__Task instructions__: Repeat exactly the lines of the records below, starting at the line containing "ring pip: (191, 175)" and ending at the line containing "ring dip: (333, 317)". Leave the pictures out.
[Records for processing]
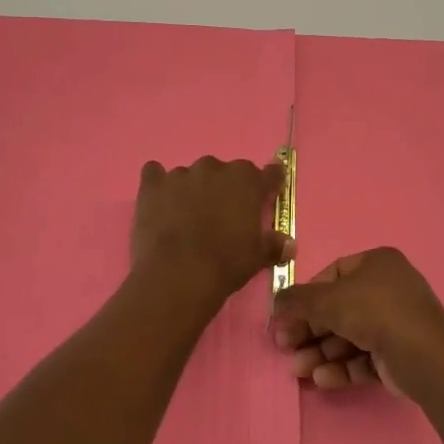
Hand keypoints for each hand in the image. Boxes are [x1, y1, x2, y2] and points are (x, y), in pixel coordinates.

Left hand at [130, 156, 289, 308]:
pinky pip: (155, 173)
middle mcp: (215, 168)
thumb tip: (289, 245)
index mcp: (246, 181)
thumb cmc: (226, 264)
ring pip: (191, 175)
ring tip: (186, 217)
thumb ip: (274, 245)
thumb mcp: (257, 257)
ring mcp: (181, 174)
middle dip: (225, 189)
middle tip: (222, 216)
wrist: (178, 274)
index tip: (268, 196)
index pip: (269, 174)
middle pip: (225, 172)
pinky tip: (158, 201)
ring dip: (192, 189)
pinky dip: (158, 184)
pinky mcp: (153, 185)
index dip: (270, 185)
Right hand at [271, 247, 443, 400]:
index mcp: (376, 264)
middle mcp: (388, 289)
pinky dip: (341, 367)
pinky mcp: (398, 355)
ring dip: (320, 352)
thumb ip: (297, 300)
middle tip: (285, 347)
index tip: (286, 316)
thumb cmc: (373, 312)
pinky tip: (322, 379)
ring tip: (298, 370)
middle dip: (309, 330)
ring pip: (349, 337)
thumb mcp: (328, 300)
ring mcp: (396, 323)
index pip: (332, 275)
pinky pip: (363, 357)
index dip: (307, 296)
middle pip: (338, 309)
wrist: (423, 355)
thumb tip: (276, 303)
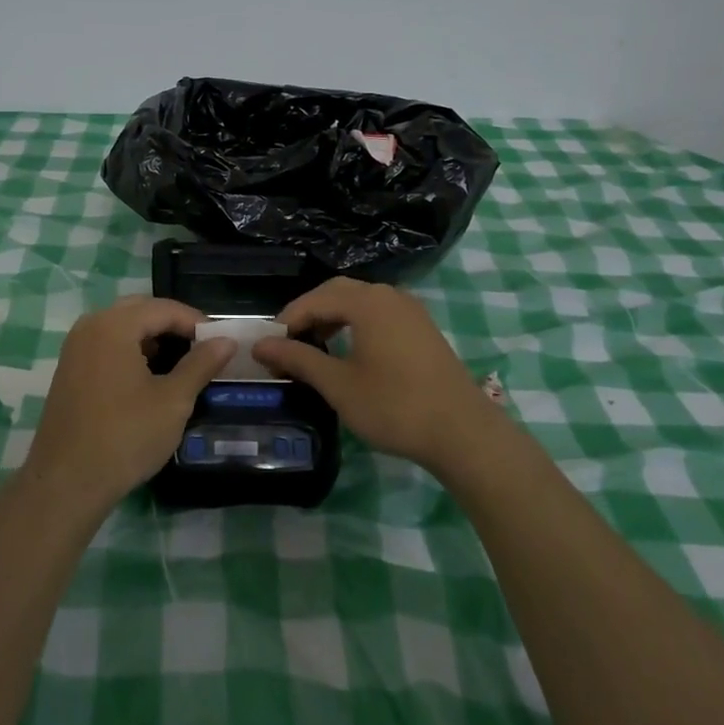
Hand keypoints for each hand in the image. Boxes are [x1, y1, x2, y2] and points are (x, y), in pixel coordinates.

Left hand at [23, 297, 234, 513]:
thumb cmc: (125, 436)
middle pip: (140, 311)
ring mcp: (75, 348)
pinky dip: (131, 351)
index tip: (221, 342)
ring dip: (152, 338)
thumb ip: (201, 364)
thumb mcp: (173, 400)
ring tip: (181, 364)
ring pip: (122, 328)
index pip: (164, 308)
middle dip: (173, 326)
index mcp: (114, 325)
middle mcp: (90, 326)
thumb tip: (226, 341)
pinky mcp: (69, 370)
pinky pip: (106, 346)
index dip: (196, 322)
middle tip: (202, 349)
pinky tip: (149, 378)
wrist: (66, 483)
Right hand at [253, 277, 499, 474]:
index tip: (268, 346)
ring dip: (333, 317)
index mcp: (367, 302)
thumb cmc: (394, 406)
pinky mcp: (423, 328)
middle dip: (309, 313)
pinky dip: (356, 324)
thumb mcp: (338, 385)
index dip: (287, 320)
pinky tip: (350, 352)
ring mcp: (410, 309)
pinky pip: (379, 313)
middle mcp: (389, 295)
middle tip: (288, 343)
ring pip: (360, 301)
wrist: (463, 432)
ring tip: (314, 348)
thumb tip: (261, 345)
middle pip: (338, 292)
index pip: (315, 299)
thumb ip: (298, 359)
[/Records for processing]
[Records for processing]
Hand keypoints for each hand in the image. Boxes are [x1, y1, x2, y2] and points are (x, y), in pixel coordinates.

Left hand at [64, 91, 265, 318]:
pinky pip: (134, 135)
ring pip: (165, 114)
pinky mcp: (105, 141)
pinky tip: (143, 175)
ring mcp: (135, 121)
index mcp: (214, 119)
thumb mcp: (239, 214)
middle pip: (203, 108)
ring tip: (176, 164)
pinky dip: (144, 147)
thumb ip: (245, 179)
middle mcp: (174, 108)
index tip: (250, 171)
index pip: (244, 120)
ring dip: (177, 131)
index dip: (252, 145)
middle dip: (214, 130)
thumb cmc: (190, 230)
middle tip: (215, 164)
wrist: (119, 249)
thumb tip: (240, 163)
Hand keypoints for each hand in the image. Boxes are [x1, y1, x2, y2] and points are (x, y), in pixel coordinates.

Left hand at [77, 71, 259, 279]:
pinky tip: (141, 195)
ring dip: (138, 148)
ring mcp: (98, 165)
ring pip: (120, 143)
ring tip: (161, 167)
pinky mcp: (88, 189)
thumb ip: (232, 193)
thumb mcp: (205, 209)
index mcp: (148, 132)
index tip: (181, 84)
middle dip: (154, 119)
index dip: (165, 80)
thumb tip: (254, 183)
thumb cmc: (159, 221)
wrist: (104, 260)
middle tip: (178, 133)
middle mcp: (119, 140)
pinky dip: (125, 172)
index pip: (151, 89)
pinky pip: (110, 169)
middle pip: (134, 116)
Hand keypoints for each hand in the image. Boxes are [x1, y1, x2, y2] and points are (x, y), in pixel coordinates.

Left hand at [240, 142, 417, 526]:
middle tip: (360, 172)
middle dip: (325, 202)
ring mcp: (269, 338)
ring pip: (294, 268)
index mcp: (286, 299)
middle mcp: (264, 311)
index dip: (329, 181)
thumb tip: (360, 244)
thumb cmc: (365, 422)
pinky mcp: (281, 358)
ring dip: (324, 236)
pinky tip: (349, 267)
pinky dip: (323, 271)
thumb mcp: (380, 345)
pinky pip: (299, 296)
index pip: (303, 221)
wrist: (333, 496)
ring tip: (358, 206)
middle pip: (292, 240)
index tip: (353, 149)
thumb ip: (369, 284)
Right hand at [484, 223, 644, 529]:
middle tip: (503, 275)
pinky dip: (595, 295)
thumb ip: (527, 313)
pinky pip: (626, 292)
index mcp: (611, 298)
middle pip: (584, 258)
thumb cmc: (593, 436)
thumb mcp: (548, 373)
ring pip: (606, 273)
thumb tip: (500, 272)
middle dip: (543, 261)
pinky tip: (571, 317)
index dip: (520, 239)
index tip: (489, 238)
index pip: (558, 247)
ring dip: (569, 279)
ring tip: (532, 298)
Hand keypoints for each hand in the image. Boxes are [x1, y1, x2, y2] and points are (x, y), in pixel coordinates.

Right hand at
[/Records for processing]
__Exercise output__:
ring pip: (191, 175)
ring tip: (186, 217)
thumb ip: (274, 245)
thumb mcp: (257, 257)
ring mcp: (181, 174)
middle dip: (225, 189)
middle tip: (222, 216)
wrist: (178, 274)
index tip: (268, 196)
index pip: (269, 174)
middle pip: (225, 172)
pinky tip: (158, 201)
ring dip: (192, 189)
pinky dip: (158, 184)
pinky mcp: (153, 185)
index dip: (270, 185)
Right hand at [271, 247, 443, 400]:
index mcp: (376, 264)
middle mcp: (388, 289)
pinky dip: (341, 367)
pinky mcp: (398, 355)
ring dip: (320, 352)
thumb ip: (297, 300)
middle tip: (285, 347)
index tip: (286, 316)
thumb cmc: (373, 312)
pinky tip: (322, 379)
ring tip: (298, 370)
middle dip: (309, 330)
ring pip: (349, 337)
thumb mcp: (328, 300)
ring mcp: (396, 323)
index pip: (332, 275)
pinky pip: (363, 357)
index dip: (307, 296)
middle pip: (338, 309)
wrist: (423, 355)
thumb tip: (276, 303)
Hand keypoints for each hand in the image. Boxes are [x1, y1, x2, y2] and points are (x, y), in pixel coordinates.

Left hand at [23, 297, 234, 513]:
thumb cmc: (125, 436)
middle pip: (140, 311)
ring mcp: (75, 348)
pinky dip: (131, 351)
index tip: (221, 342)
ring dip: (152, 338)
thumb ip: (201, 364)
thumb mcp: (173, 400)
ring tip: (181, 364)
ring pip: (122, 328)
index pip: (164, 308)
middle dip: (173, 326)
index mcp: (114, 325)
middle mcp: (90, 326)
thumb tip: (226, 341)
pinky mcp: (69, 370)
pinky pip: (106, 346)
index dip: (196, 322)
middle tip: (202, 349)
pinky tip: (149, 378)
wrist: (66, 483)
Right hand at [253, 277, 499, 474]:
index tip: (268, 346)
ring dip: (333, 317)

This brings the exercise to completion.